### REQUIRED WORK
Each line holding the string "Perote" is to be copied from the data.

### DATA LISTING
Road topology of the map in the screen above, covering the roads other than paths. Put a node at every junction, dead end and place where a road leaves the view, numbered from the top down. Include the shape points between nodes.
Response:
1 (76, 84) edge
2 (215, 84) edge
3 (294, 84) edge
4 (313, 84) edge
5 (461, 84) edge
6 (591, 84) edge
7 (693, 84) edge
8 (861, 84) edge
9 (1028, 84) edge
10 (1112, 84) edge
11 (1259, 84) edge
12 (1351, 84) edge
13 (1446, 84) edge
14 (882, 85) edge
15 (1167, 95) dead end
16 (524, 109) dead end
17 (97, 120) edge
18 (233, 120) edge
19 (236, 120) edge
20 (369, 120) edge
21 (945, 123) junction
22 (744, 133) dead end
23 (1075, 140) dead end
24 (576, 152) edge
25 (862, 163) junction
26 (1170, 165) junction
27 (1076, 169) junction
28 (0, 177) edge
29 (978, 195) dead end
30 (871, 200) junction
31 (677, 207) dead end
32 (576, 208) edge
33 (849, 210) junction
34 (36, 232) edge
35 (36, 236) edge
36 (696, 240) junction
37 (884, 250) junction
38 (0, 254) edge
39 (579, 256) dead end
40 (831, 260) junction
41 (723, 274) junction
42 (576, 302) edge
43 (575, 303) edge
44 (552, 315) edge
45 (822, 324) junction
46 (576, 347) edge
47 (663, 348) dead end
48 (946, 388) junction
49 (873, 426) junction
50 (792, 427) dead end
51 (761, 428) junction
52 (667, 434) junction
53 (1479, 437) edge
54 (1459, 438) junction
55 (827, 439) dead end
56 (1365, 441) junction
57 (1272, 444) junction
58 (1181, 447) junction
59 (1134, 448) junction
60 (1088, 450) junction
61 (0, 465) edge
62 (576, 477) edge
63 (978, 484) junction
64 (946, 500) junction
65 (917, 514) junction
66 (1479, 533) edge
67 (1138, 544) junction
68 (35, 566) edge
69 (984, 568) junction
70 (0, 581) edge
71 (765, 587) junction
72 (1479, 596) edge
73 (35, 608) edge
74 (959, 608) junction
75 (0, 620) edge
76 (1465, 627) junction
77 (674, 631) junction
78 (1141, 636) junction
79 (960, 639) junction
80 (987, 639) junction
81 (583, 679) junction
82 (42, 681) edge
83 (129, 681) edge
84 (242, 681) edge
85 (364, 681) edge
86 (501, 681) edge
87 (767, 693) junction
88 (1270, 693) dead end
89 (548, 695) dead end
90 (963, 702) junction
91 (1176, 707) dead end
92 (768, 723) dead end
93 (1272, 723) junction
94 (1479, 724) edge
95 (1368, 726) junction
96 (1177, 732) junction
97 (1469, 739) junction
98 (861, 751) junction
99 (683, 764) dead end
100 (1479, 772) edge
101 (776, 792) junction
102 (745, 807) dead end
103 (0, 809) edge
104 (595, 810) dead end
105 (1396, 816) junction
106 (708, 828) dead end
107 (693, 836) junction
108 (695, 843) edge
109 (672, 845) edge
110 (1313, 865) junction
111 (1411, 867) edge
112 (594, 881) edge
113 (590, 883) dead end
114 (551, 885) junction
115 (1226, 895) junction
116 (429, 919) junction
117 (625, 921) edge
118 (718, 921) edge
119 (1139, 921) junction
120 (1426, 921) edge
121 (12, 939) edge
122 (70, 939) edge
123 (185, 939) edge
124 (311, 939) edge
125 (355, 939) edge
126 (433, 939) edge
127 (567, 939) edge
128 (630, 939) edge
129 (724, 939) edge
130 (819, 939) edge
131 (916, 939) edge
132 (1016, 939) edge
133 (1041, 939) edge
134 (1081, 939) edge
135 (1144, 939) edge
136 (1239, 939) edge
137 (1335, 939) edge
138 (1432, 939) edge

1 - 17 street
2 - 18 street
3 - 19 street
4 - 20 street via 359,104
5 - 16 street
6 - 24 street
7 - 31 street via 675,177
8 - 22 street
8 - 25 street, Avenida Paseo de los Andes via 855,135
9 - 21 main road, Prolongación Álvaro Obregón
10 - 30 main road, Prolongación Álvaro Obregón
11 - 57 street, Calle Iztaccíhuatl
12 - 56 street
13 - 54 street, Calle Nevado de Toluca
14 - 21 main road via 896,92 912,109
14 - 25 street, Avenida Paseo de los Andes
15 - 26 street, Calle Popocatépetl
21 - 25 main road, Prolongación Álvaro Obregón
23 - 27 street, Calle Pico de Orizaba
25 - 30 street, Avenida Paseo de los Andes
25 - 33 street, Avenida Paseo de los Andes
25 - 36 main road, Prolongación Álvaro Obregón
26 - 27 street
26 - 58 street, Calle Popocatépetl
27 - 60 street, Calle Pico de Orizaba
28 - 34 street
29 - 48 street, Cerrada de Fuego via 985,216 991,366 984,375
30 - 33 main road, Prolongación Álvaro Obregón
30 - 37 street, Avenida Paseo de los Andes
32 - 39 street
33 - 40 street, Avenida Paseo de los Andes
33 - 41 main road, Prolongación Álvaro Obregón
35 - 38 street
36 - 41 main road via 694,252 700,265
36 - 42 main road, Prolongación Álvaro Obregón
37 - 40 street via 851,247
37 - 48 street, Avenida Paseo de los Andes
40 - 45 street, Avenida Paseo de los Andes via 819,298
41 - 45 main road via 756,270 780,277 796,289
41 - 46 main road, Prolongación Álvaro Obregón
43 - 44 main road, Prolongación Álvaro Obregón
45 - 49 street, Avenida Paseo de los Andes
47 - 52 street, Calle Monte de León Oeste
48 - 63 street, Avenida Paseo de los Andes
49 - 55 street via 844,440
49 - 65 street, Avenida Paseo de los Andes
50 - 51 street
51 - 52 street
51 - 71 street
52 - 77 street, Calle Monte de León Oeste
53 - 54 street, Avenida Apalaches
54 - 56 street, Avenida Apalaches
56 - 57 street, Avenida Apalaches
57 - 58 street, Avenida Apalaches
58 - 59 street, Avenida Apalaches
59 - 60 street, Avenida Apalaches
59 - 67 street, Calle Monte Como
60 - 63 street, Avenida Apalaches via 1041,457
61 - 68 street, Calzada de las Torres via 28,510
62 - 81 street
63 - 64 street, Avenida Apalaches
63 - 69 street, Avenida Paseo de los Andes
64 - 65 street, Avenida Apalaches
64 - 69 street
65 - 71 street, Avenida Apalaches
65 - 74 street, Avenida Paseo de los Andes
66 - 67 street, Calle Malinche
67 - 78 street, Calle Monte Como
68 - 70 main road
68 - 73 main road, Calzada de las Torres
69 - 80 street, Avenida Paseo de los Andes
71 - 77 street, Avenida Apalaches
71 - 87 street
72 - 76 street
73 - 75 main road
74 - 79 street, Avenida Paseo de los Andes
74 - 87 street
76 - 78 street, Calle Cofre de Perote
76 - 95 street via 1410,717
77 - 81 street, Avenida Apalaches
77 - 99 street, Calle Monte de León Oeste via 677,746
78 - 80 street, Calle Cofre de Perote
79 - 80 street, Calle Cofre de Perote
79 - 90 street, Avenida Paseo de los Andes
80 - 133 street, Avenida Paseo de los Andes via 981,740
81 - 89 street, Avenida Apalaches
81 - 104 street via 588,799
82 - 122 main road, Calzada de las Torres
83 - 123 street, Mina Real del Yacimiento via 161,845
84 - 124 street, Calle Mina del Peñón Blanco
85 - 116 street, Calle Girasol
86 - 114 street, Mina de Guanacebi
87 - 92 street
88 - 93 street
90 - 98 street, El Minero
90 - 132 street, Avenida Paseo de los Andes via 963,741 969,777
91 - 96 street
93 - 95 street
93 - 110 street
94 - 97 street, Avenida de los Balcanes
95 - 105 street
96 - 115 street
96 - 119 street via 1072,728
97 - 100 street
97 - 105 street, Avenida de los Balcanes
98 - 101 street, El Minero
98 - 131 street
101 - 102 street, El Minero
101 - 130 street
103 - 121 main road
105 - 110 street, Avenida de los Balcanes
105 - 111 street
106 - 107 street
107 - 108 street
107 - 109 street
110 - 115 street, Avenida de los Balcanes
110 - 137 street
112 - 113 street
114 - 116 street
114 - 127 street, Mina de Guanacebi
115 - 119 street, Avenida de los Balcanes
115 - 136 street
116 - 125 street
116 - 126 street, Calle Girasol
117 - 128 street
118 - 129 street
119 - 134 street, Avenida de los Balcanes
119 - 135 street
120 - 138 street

### RESULT OF THIS EXERCISE
76 - 78 street, Calle Cofre de Perote
78 - 80 street, Calle Cofre de Perote
79 - 80 street, Calle Cofre de Perote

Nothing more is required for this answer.